2. Conversion (Count II)

Case argues that the foregoing conclusion establishes that he had a property interest in the Policy and the TD Ameritrade Roth IRA. He argues that Stewart took action inconsistent with his rights, and that he need not show that she took this action with wrongful purpose or intent to maintain his conversion claim.

Stewart argues in response that she has never had dominion or control over the proceeds of the Policy. She also argues that Case cannot show that he suffered damages with respect to the Policy, as the proceeds therefrom are on deposit with this Court pending the disposition the action. (See Docs. 23, 26). As for the TD Ameritrade Roth IRA, Stewart argues that her mere claim of ownership cannot support Case's conversion claim. Finally, Stewart argues that even if the Court concluded that she converted these IRA proceeds, the damages are limited to the amount that she received: $6,146.93.
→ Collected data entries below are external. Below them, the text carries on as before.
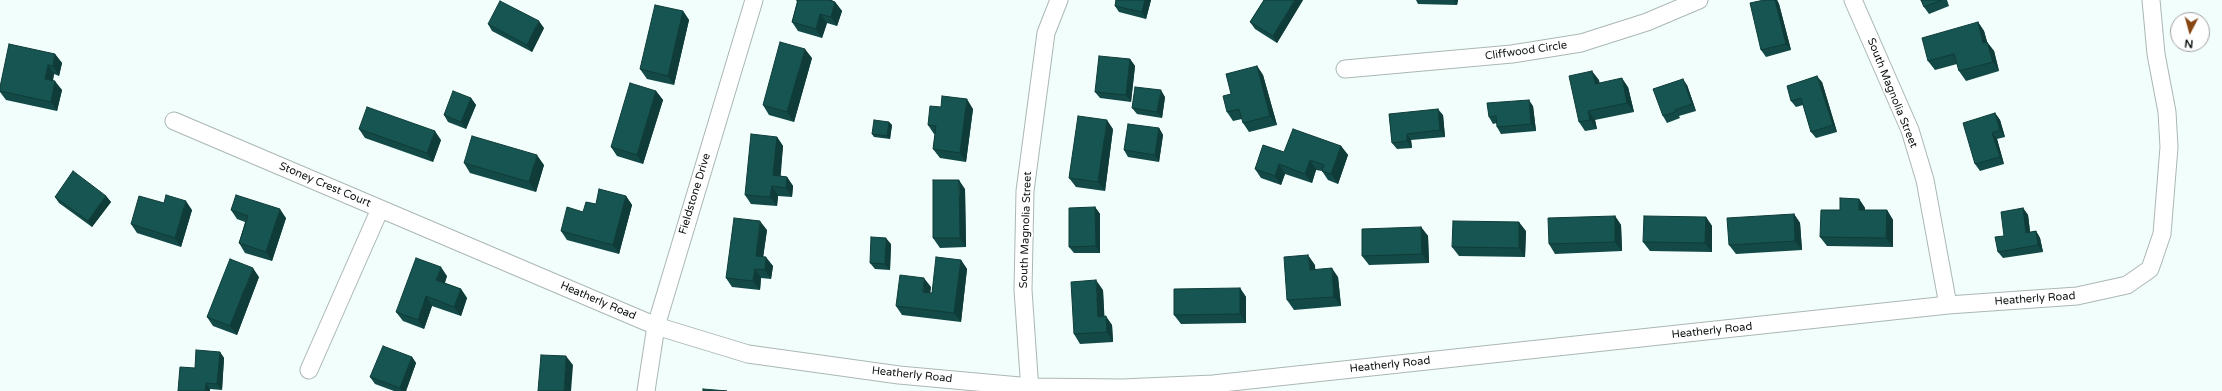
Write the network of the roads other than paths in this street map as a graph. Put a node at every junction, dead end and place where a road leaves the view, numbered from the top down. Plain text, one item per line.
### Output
1 (754, 0) edge
2 (1059, 0) edge
3 (1699, 0) edge
4 (1853, 0) edge
5 (2151, 0) edge
6 (1345, 69) dead end
7 (174, 121) dead end
8 (380, 209) junction
9 (1948, 306) junction
10 (656, 326) junction
11 (309, 370) dead end
12 (1030, 389) edge
13 (646, 391) edge

1 - 10 street, Fieldstone Drive
2 - 12 street, South Magnolia Street
3 - 6 street, Cliffwood Circle
4 - 9 street, South Magnolia Street
5 - 9 street, Heatherly Road
7 - 8 street, Stoney Crest Court
8 - 10 street, Heatherly Road
8 - 11 street, Stoney Crest Court
9 - 12 street, Heatherly Road
10 - 12 street, Heatherly Road
10 - 13 street, Fieldstone Drive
Case argues in reply that Stewart was not entitled to the proceeds of either the Policy or TD Ameritrade Roth IRA due to the TRO. He maintains that Stewart withheld the proceeds of the Policy, causing damages. He further argues that the record evidence establishes that TD Ameritrade disbursed the full amount of the Roth IRA to Stewart's separate account before Stewart or TD Ameritrade distributed the proceeds to her other siblings.

“Conversion is the wrongful exercise of dominion over property to the exclusion of the rights of the owner, or withholding it from his possession under a claim inconsistent with his rights.” Semco, Inc. v. Sims Bros., Inc., No. 9-12-62, 2013 WL 5347400, at *8 (Ohio Ct. App. Sept. 23, 2013) (quoting Warnecke v. Chaney, 956 N.E.2d 908, 912 (Ohio App. 3d Dist. 2011)). “The elements of conversion are: (1) plaintiff's ownership or right to possession of the property at the time of the conversion; (2) defendant's conversion by a wrongful act or disposition of plaintiff's property rights; and (3) damages.” Id. (quoting Miller v. Cass, No. 3-09-15, 2010 WL 1740891, at *8 (Ohio App. 3d Dist. May 3, 2010)). “Wrongful purpose or intent is not a necessary element of conversion; thus, a defendant is liable even if he is acting under a misapprehension or mistake.” State Farm Mut. Auto Ins. Co. v. Loken, No. 04-CA-40, 2004 WL 2260709, at *6 (Ohio Ct. App. Sept. 20, 2004) (citing Fulks v. Fulks, 121 N.E.2d 180, 182 (Ohio Ct. App. 1953)).

a. The Policy

Because Case is the lawful beneficiary of the Policy proceeds, he has established the first element of his conversion claim as to this property. Cf. Poston on behalf of Poston v. Shelby-Love, 95 N.E.3d 659, 663 (Ohio Ct. App. 2017) (“The conversion claim fails because Craig never had a possessory interest in the account or its proceeds-he was never named as a beneficiary of the account....”) (emphasis added).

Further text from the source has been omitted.